Additional financial support from development partners included:
- The UK Department for International Development provided UK£21 million grants;
- The Ford Foundation provided US$0.5 million to improve reproductive health/safe delivery/rural community health promotion in four provinces;
- The China Foundation provided US$2.35 million to support feasibility testing of geothermal energy supply in township health centers in five provinces;
- The Global Environment Facility provided a grant of US$750,000 for passive solar hospital heating in remote areas of three poor counties;
- ORBIS International provided Chinese RMB 0.4 million for cataract treatment in Shanxi;
- The Rockefeller Foundation provided US$50,000 for a gender equity study in Gansu province;
- The Swedish International Development Cooperation Agency provided US$100,000 to support analysis of gender issues and equality of access to care in the Guizhou Province; and
- The Japan Social Development Fund provided US$0.4 million for a pilot on increasing service accessibility of rural poor.
Toward the Future
Building on the success of this project, the China Rural Health Project was launched in 2008. The project is testing ideas for rural health reforms and suggesting workable models that could be incorporated into national health policy reforms.

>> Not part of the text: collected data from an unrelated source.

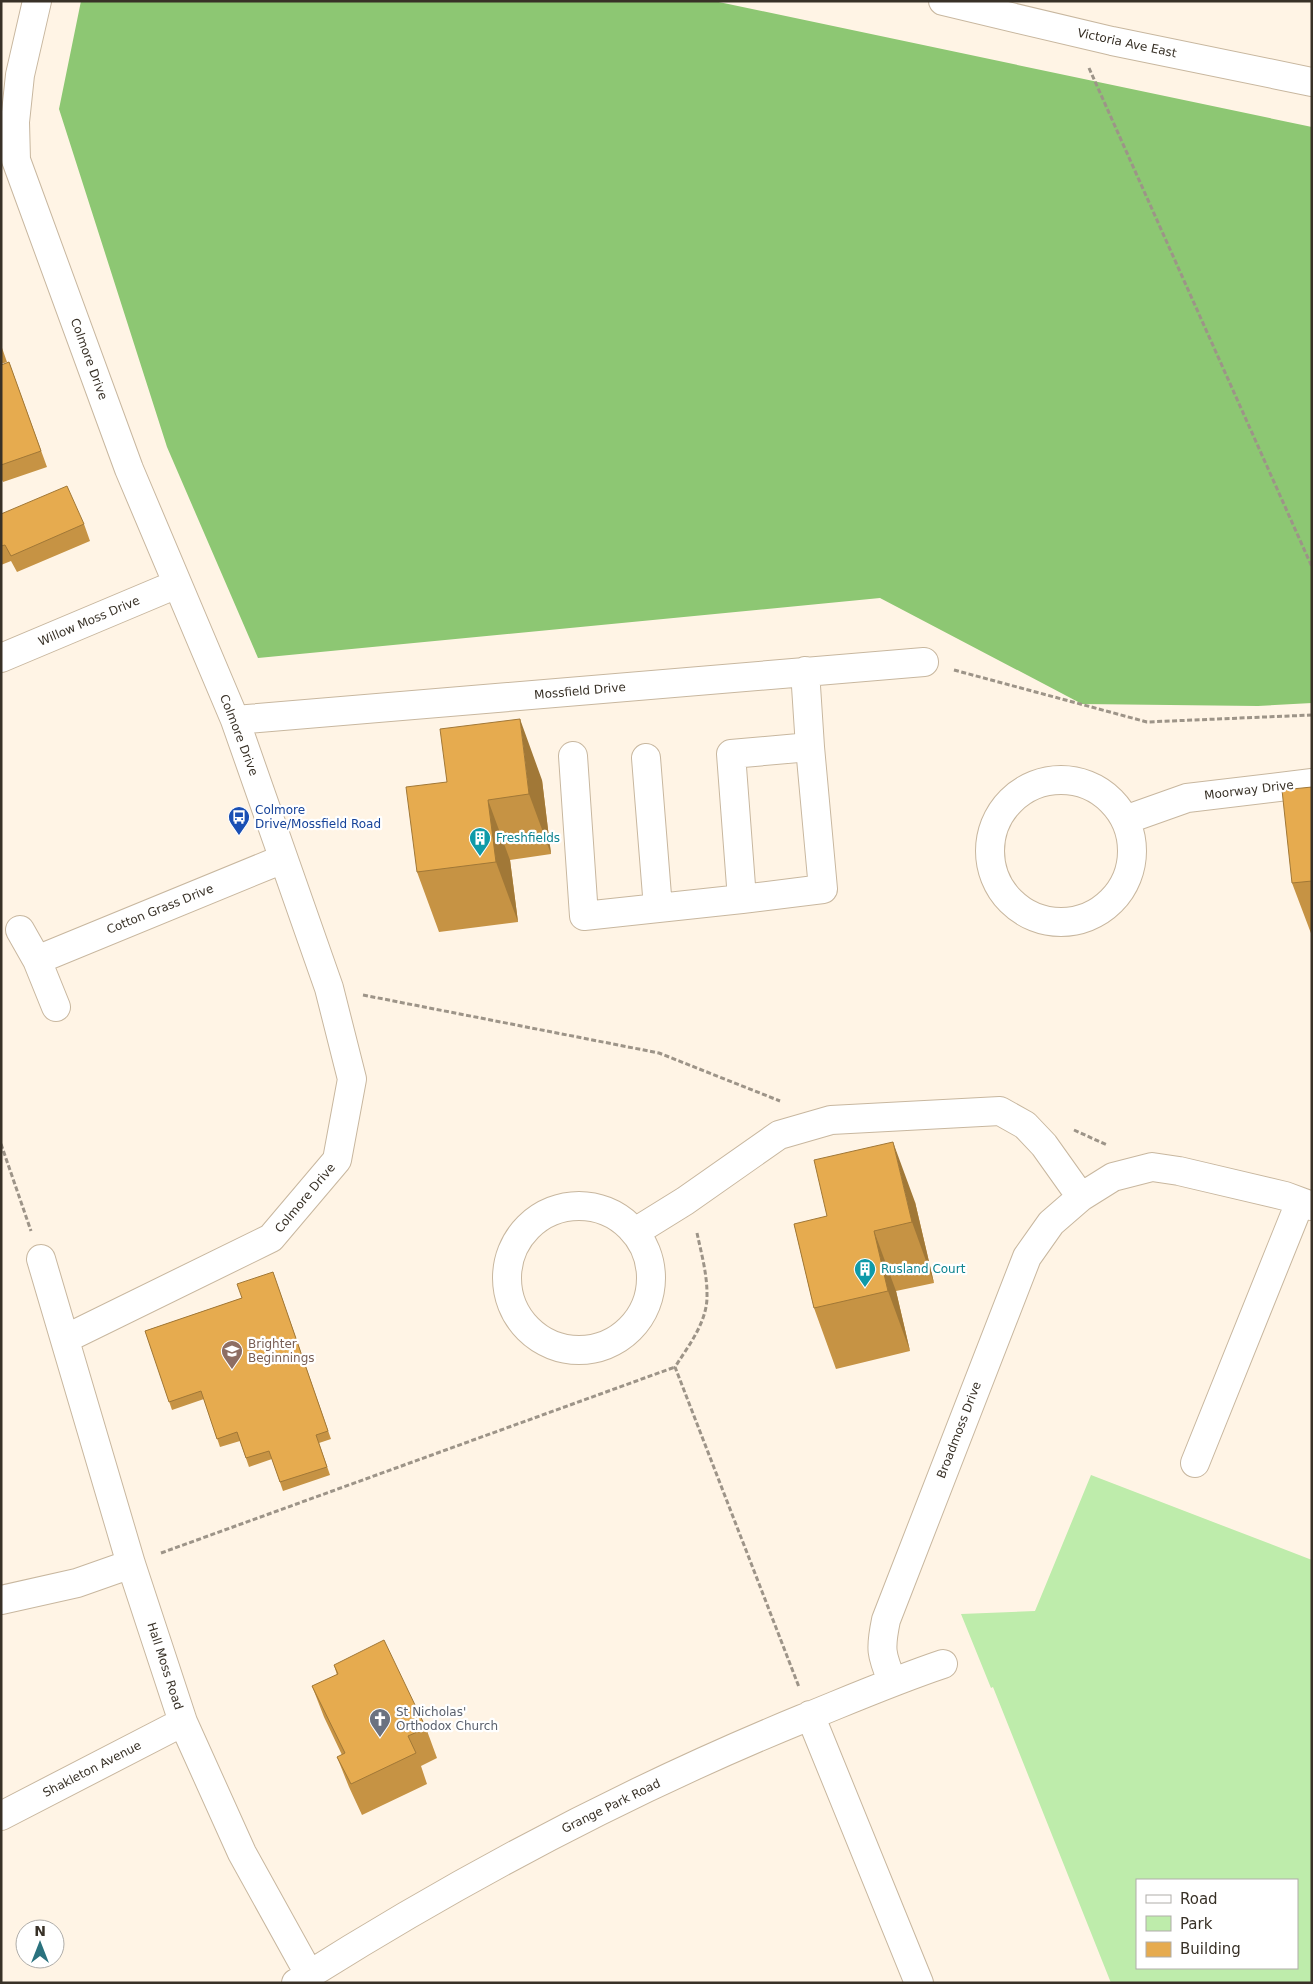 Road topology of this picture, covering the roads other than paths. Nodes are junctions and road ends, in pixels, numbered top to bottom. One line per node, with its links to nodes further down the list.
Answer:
1 (36, 1): 4 (street, Colmore Drive)
2 (943, 1): 3 (street, Victoria Ave East)
3 (1312, 82)
4 (9, 160): 5 (street, Colmore Drive)
5 (177, 584): 6 (street, Willow Moss Drive); 9 (street, Colmore Drive)
6 (1, 658)
7 (924, 662): 8 (street, Mossfield Drive)
8 (805, 671): 9 (street, Mossfield Drive); 10 (street)
9 (235, 720): 15 (street, Colmore Drive)
10 (810, 747): 16 (street); 16 (street)
11 (573, 756): 17 (street)
12 (646, 758): 17 (street)
13 (1312, 783): 14 (street, Moorway Drive)
14 (1125, 820): 14 (street)
15 (283, 859): 19 (street, Cotton Grass Drive); 25 (street, Colmore Drive)
16 (742, 899): 17 (street)
17 (658, 908)
18 (20, 930): 19 (street)
19 (37, 960): 20 (street)
20 (56, 1007)
21 (1081, 1197): 22 (street, Broadmoss Drive); 23 (street); 30 (street, Broadmoss Drive)
22 (1306, 1204): 26 (street)
23 (634, 1232): 23 (street)
24 (41, 1259): 25 (street, Hall Moss Road)
25 (65, 1339): 27 (street, Hall Moss Road)
26 (1195, 1463)
27 (132, 1564): 28 (street); 32 (street, Hall Moss Road)
28 (1, 1600)
29 (943, 1664): 30 (street, Grange Park Road)
30 (892, 1681): 31 (street, Grange Park Road)
31 (810, 1715): 34 (street, Grange Park Road); 35 (street)
32 (183, 1722): 33 (street, Shakleton Avenue); 34 (street, Hall Moss Road)
33 (1, 1816)
34 (302, 1979)
35 (919, 1983) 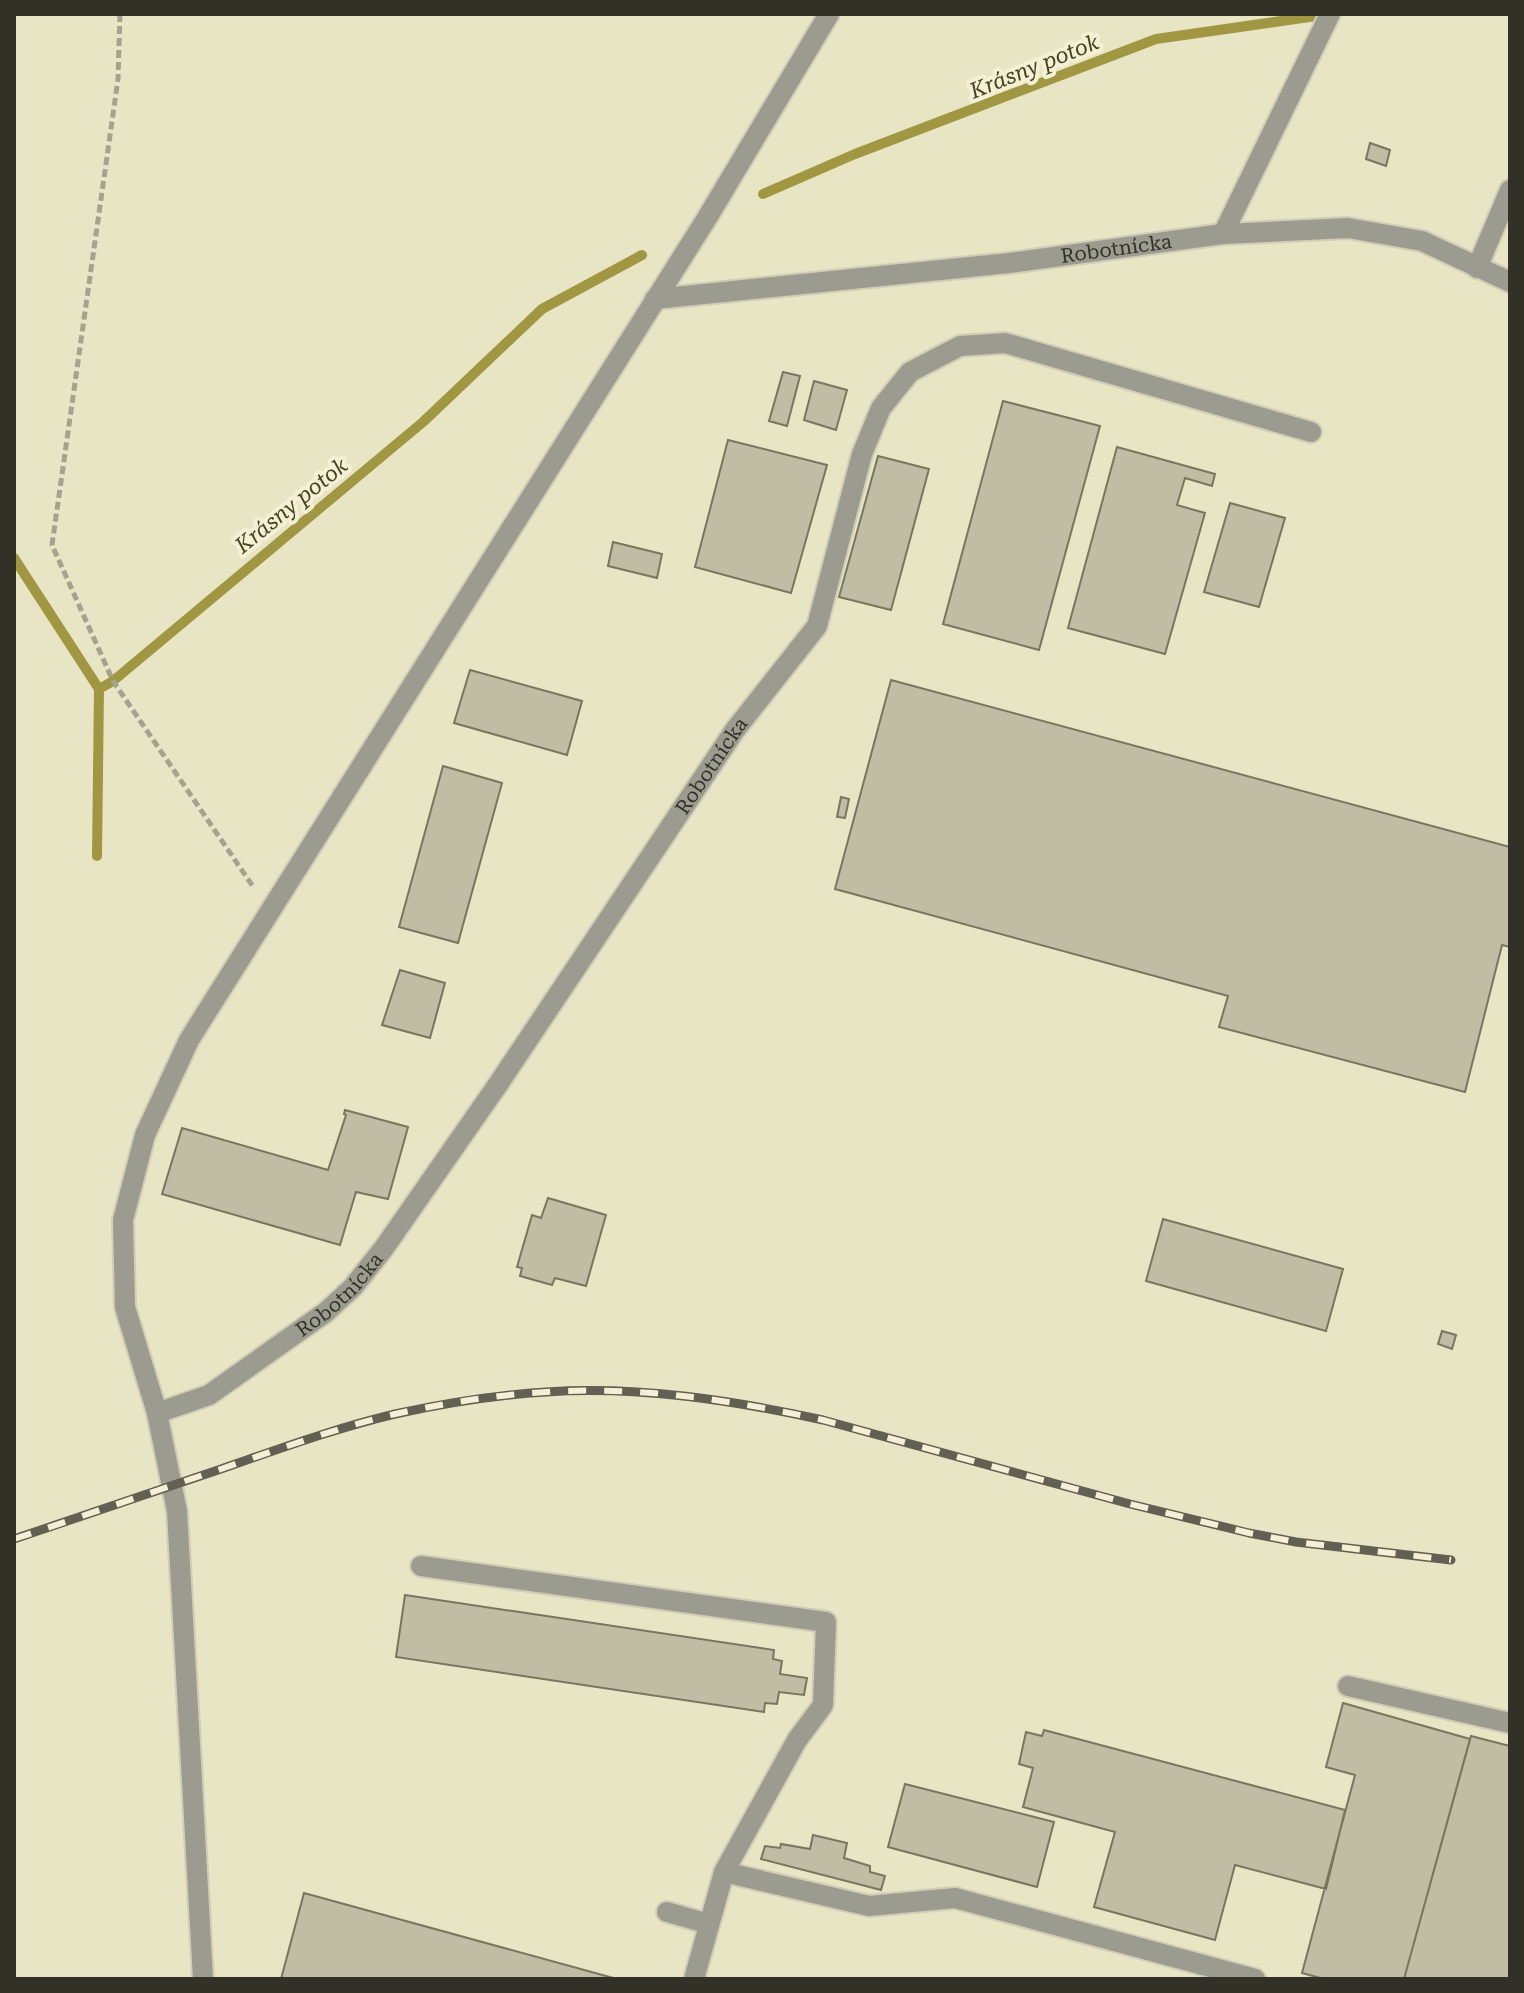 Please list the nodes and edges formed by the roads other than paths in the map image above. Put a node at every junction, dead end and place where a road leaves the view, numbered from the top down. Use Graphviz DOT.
graph roads {
  1 [pos="829,14"];
  2 [pos="1330,14"];
  3 [pos="1510,190"];
  4 [pos="1223,234"];
  5 [pos="1477,268"];
  6 [pos="1510,282"];
  7 [pos="655,299"];
  8 [pos="1311,432"];
  9 [pos="157,1413"];
  10 [pos="421,1566"];
  11 [pos="1348,1686"];
  12 [pos="1510,1723"];
  13 [pos="724,1872"];
  14 [pos="667,1912"];
  15 [pos="709,1924"];
  16 [pos="203,1979"];
  17 [pos="694,1979"];
  18 [pos="1255,1979"];
  1 -- 7 [label="street"];
  2 -- 4 [label="street"];
  3 -- 5 [label="street"];
  4 -- 5 [label="street, Robotnícka"];
  4 -- 7 [label="street, Robotnícka"];
  5 -- 6 [label="street, Robotnícka"];
  7 -- 9 [label="street"];
  8 -- 9 [label="street, Robotnícka"];
  9 -- 16 [label="street"];
  10 -- 13 [label="street"];
  11 -- 12 [label="street"];
  13 -- 15 [label="street"];
  13 -- 18 [label="street"];
  14 -- 15 [label="street"];
  15 -- 17 [label="street"];
}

The new project focuses on three reform areas:
- Improving rural health financing by piloting strategies to reach universal coverage;
- Improving quality, efficiency, and cost control in service delivery by focusing on improving provider performance in rural primary care; and
- Strengthening the financing and organization of core public health functions by improving existing public health services and by piloting new interventions.